***** Data *****

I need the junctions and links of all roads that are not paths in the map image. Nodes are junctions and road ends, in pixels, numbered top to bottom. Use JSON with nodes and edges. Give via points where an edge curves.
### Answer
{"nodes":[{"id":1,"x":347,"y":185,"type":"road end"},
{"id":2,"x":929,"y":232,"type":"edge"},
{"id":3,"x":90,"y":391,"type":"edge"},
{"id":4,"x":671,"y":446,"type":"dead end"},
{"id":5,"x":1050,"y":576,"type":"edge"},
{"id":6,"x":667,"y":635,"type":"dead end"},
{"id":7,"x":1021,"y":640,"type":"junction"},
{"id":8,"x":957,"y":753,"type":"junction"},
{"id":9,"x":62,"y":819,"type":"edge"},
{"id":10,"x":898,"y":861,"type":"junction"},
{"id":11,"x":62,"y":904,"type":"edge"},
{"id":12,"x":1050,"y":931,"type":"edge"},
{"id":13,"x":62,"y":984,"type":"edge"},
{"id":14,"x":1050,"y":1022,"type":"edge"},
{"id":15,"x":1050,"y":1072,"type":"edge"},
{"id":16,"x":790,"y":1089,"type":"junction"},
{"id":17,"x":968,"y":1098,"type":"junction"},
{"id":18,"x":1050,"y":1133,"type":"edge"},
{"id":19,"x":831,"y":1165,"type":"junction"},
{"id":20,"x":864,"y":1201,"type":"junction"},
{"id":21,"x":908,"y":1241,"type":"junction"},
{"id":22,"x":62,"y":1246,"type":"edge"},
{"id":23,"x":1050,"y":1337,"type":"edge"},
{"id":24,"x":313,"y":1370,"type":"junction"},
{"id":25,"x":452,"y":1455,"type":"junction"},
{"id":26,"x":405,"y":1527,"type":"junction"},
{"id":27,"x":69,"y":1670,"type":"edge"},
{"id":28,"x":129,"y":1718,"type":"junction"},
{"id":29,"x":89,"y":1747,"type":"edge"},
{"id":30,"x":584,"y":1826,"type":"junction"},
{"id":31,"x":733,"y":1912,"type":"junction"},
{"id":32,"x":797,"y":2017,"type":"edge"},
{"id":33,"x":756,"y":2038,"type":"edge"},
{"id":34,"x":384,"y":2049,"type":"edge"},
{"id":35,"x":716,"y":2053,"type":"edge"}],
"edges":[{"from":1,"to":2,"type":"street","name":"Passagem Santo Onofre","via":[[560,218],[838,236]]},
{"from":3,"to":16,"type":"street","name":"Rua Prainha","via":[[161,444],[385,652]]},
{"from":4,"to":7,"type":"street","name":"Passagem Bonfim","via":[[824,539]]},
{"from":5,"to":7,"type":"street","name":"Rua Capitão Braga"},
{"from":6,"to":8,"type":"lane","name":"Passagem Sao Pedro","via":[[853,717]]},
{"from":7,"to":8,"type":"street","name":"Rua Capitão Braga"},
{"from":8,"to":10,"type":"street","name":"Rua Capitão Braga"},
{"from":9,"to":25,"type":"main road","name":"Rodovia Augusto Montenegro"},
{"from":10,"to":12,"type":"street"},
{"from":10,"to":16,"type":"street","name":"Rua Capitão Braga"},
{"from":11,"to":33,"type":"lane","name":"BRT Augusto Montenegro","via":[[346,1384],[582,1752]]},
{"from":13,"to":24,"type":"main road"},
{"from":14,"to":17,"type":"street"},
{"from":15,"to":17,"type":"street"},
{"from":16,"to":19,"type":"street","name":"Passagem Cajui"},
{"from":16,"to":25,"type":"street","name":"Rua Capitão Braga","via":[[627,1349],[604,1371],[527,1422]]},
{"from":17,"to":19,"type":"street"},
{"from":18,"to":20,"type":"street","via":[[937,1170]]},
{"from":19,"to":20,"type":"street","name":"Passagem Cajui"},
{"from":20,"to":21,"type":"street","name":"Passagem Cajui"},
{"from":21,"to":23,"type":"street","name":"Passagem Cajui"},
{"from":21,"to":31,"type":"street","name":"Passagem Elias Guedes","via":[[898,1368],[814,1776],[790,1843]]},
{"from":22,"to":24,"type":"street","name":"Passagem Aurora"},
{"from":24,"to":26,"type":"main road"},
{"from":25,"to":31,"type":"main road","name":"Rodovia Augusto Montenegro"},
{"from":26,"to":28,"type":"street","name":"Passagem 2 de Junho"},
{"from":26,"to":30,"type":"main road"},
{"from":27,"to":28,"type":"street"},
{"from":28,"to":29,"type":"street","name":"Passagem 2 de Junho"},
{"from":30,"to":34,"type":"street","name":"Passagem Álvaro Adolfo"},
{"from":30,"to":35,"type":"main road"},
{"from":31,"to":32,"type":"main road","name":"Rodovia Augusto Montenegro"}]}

*****

What to produce
Retype the data shown above so that each line matches the original.

Result
I need the junctions and links of all roads that are not paths in the map image. Nodes are junctions and road ends, in pixels, numbered top to bottom. Use JSON with nodes and edges. Give via points where an edge curves.
### Answer
{"nodes":[{"id":1,"x":347,"y":185,"type":"road end"},
{"id":2,"x":929,"y":232,"type":"edge"},
{"id":3,"x":90,"y":391,"type":"edge"},
{"id":4,"x":671,"y":446,"type":"dead end"},
{"id":5,"x":1050,"y":576,"type":"edge"},
{"id":6,"x":667,"y":635,"type":"dead end"},
{"id":7,"x":1021,"y":640,"type":"junction"},
{"id":8,"x":957,"y":753,"type":"junction"},
{"id":9,"x":62,"y":819,"type":"edge"},
{"id":10,"x":898,"y":861,"type":"junction"},
{"id":11,"x":62,"y":904,"type":"edge"},
{"id":12,"x":1050,"y":931,"type":"edge"},
{"id":13,"x":62,"y":984,"type":"edge"},
{"id":14,"x":1050,"y":1022,"type":"edge"},
{"id":15,"x":1050,"y":1072,"type":"edge"},
{"id":16,"x":790,"y":1089,"type":"junction"},
{"id":17,"x":968,"y":1098,"type":"junction"},
{"id":18,"x":1050,"y":1133,"type":"edge"},
{"id":19,"x":831,"y":1165,"type":"junction"},
{"id":20,"x":864,"y":1201,"type":"junction"},
{"id":21,"x":908,"y":1241,"type":"junction"},
{"id":22,"x":62,"y":1246,"type":"edge"},
{"id":23,"x":1050,"y":1337,"type":"edge"},
{"id":24,"x":313,"y":1370,"type":"junction"},
{"id":25,"x":452,"y":1455,"type":"junction"},
{"id":26,"x":405,"y":1527,"type":"junction"},
{"id":27,"x":69,"y":1670,"type":"edge"},
{"id":28,"x":129,"y":1718,"type":"junction"},
{"id":29,"x":89,"y":1747,"type":"edge"},
{"id":30,"x":584,"y":1826,"type":"junction"},
{"id":31,"x":733,"y":1912,"type":"junction"},
{"id":32,"x":797,"y":2017,"type":"edge"},
{"id":33,"x":756,"y":2038,"type":"edge"},
{"id":34,"x":384,"y":2049,"type":"edge"},
{"id":35,"x":716,"y":2053,"type":"edge"}],
"edges":[{"from":1,"to":2,"type":"street","name":"Passagem Santo Onofre","via":[[560,218],[838,236]]},
{"from":3,"to":16,"type":"street","name":"Rua Prainha","via":[[161,444],[385,652]]},
{"from":4,"to":7,"type":"street","name":"Passagem Bonfim","via":[[824,539]]},
{"from":5,"to":7,"type":"street","name":"Rua Capitão Braga"},
{"from":6,"to":8,"type":"lane","name":"Passagem Sao Pedro","via":[[853,717]]},
{"from":7,"to":8,"type":"street","name":"Rua Capitão Braga"},
{"from":8,"to":10,"type":"street","name":"Rua Capitão Braga"},
{"from":9,"to":25,"type":"main road","name":"Rodovia Augusto Montenegro"},
{"from":10,"to":12,"type":"street"},
{"from":10,"to":16,"type":"street","name":"Rua Capitão Braga"},
{"from":11,"to":33,"type":"lane","name":"BRT Augusto Montenegro","via":[[346,1384],[582,1752]]},
{"from":13,"to":24,"type":"main road"},
{"from":14,"to":17,"type":"street"},
{"from":15,"to":17,"type":"street"},
{"from":16,"to":19,"type":"street","name":"Passagem Cajui"},
{"from":16,"to":25,"type":"street","name":"Rua Capitão Braga","via":[[627,1349],[604,1371],[527,1422]]},
{"from":17,"to":19,"type":"street"},
{"from":18,"to":20,"type":"street","via":[[937,1170]]},
{"from":19,"to":20,"type":"street","name":"Passagem Cajui"},
{"from":20,"to":21,"type":"street","name":"Passagem Cajui"},
{"from":21,"to":23,"type":"street","name":"Passagem Cajui"},
{"from":21,"to":31,"type":"street","name":"Passagem Elias Guedes","via":[[898,1368],[814,1776],[790,1843]]},
{"from":22,"to":24,"type":"street","name":"Passagem Aurora"},
{"from":24,"to":26,"type":"main road"},
{"from":25,"to":31,"type":"main road","name":"Rodovia Augusto Montenegro"},
{"from":26,"to":28,"type":"street","name":"Passagem 2 de Junho"},
{"from":26,"to":30,"type":"main road"},
{"from":27,"to":28,"type":"street"},
{"from":28,"to":29,"type":"street","name":"Passagem 2 de Junho"},
{"from":30,"to":34,"type":"street","name":"Passagem Álvaro Adolfo"},
{"from":30,"to":35,"type":"main road"},
{"from":31,"to":32,"type":"main road","name":"Rodovia Augusto Montenegro"}]}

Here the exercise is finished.